Packing

As said above, from the user point of view, accessing a Container where objects are all loose, all packed, or partially loose and partially packed, does not change anything from the user-interface point of view, but performance might improve a lot after packing.

Note that only one process can pack (or write in packs in general) at a given time, while any number of processes can write concurrently loose objects, and read objects (both loose and packed).

The continuous integration tests check also that any number of processes can continue to write concurrently loose objects and read from packs even while a single process is performing the packing operation.

Finally, in specific applications (for which you have to write a lot of objects, and you know that there are no concurrent processes accessing the packs) you can directly write to the packs for performance reasons.

The interface is the following:

container.add_objects_to_pack([b"obj1", b"obj2"])
# Output: ['7e485fc048df85f62cb1ec17174072380519e3064a0510ec00daaa381a680942', '71d00f404e92546cba0e69b27b13394af4592e4da22bf24c58a95ec3f4f45584']

or, better, for big objects using streams, you can use add_streamed_objects_to_pack.

As an example, let’s create two files:

with open("file1.txt", "wb") as fhandle:
    fhandle.write(b"file1content")
with open("file2.txt", "wb") as fhandle:
    fhandle.write(b"file2content")

Now you can exploit the LazyOpener wrapper to lazily create handles to files, that are actually open only when accessed. Let’s now add their content to the Container, in a way that works even for TB files without filling up all your RAM:

from pathlib import Path
from disk_objectstore.utils import LazyOpener

container.add_streamed_objects_to_pack(
    [LazyOpener(Path("file1.txt")), LazyOpener(Path("file2.txt"))], open_streams=True
)

Output:

[
    "ce3e75d02effb66eda58779e3b0f9e454aad218b9d5a38903a105f177f2dde23",
    "eeeb27c2f0348e327ec8e66e7f5667798df601e6d1c62209dde749d370732a48",
]

Note that we use the LazyOpener here, because there is an operating-system limit on the number of open files you can have at the same time (and this limit is quite low e.g. on Mac OS).
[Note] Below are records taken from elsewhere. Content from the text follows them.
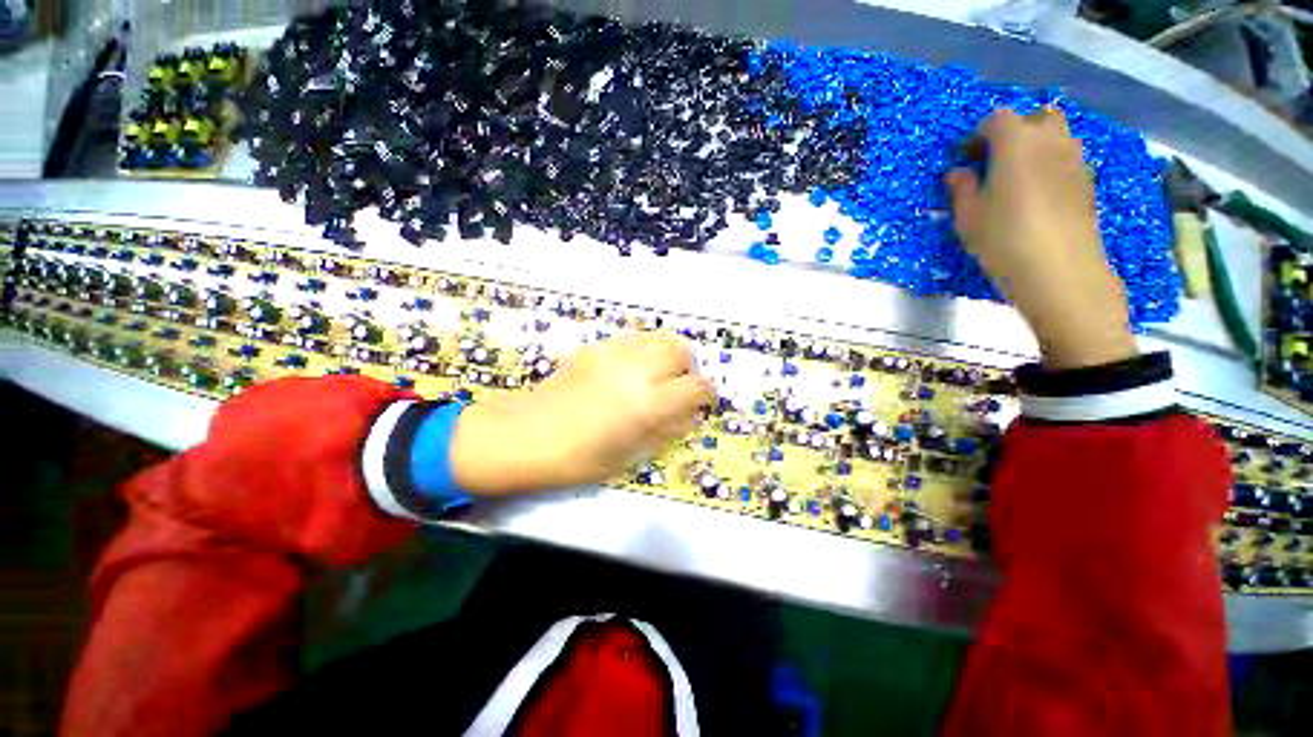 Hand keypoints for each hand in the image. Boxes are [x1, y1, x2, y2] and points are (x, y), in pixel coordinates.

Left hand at [449, 332, 713, 494]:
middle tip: (677, 385)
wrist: (524, 435)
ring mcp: (613, 354)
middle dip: (687, 367)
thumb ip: (665, 431)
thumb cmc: (577, 458)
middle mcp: (636, 371)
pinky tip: (630, 368)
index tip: (700, 400)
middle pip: (680, 351)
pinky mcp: (595, 347)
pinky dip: (643, 350)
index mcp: (647, 404)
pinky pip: (632, 339)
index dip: (704, 393)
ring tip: (656, 373)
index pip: (695, 386)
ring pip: (657, 338)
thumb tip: (688, 415)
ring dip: (665, 354)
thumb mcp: (629, 455)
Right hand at [947, 107, 1136, 369]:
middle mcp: (1050, 141)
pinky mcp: (1087, 181)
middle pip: (1037, 117)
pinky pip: (1068, 158)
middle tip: (996, 161)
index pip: (997, 119)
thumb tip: (959, 172)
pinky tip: (1039, 193)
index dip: (978, 134)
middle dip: (1016, 131)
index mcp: (1016, 143)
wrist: (1059, 269)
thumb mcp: (968, 217)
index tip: (966, 158)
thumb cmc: (1004, 239)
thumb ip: (962, 188)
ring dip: (1037, 145)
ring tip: (1018, 177)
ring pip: (1058, 136)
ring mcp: (1074, 160)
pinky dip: (1052, 164)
The snippet above works with any number of files thanks to the use of the LazyOpener and the fact that add_streamed_objects_to_pack() will open the files only when needed (thanks to the open_streams=True parameter) and close them as soon as not needed anymore.
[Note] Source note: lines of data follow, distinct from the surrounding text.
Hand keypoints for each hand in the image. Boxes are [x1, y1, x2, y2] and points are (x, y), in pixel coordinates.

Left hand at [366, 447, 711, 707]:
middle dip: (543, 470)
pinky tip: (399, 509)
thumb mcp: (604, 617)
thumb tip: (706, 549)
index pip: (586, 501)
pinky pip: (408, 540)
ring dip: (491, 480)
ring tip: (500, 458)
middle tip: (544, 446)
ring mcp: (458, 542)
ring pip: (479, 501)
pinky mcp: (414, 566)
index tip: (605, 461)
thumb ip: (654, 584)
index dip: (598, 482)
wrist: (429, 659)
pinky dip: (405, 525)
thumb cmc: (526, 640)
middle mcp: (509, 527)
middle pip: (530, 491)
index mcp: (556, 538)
If you instead don’t need to “open” the streams, but you can just call .read(SIZE) on them, you can simply do:

from io import BytesIO

stream1 = BytesIO(b"file1content")
stream2 = BytesIO(b"file2content")
container.add_streamed_objects_to_pack([stream1, stream2])

which has the same output as before. Note that this is just to demonstrate the interface: the BytesIO object will store the whole data in memory!

Compression

While for efficiency reasons loose objects are always uncompressed, each object in a pack can (optionally) be compressed.
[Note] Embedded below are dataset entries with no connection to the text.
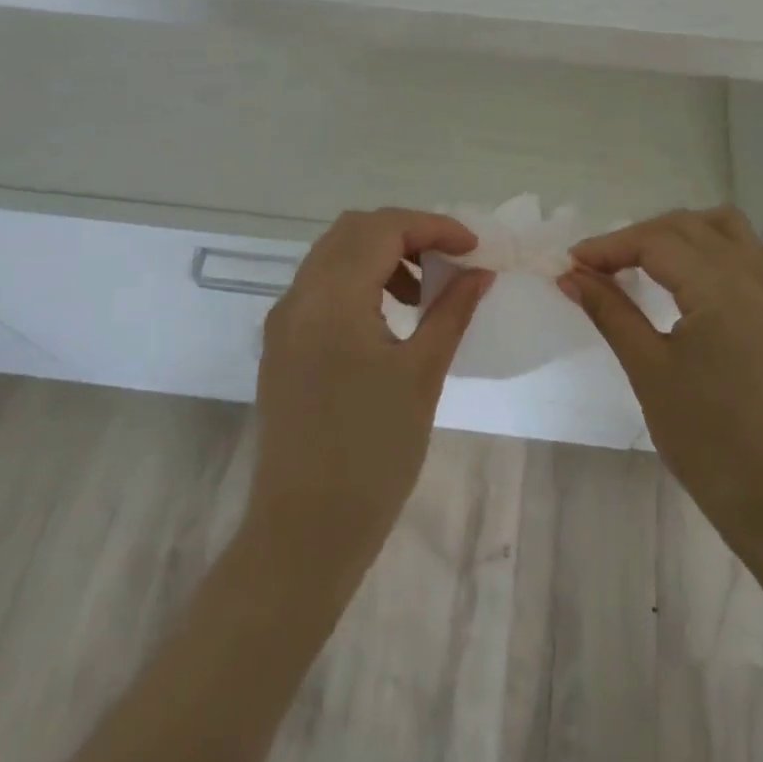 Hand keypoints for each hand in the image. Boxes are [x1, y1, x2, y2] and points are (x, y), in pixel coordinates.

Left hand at [247, 209, 492, 572]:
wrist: (304, 534)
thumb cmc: (372, 454)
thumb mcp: (422, 375)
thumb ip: (451, 311)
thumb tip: (480, 273)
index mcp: (332, 298)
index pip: (383, 228)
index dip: (433, 227)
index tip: (473, 248)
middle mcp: (299, 297)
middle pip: (354, 230)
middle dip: (406, 233)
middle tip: (448, 260)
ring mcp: (285, 322)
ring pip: (334, 255)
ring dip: (382, 254)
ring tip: (423, 291)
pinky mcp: (282, 346)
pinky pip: (321, 286)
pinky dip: (359, 280)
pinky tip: (389, 316)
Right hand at [562, 207, 762, 568]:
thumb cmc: (707, 441)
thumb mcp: (648, 371)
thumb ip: (610, 312)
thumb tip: (571, 275)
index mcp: (718, 288)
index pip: (655, 241)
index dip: (609, 247)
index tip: (572, 265)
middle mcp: (752, 277)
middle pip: (688, 227)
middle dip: (639, 237)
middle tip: (600, 268)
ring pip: (731, 230)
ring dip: (687, 232)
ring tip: (651, 260)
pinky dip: (740, 252)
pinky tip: (716, 274)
We also define a disk_objectstore.utils.CompressMode enum that provides all supported modes:

  • CompressMode.NO: never compress objects

  • CompressMode.YES: always compress all objects

  • CompressMode.KEEP: keep the existing/previous compression mode (this is the most efficient mode, as it does not require e.g. to decompress and then recompress an object when, e.g., repacking)

  • CompressMode.AUTO: (typically recommmended) run relatively inexpensive heuristics to decide if compression would provide a significant space benefit, and compress only in this case.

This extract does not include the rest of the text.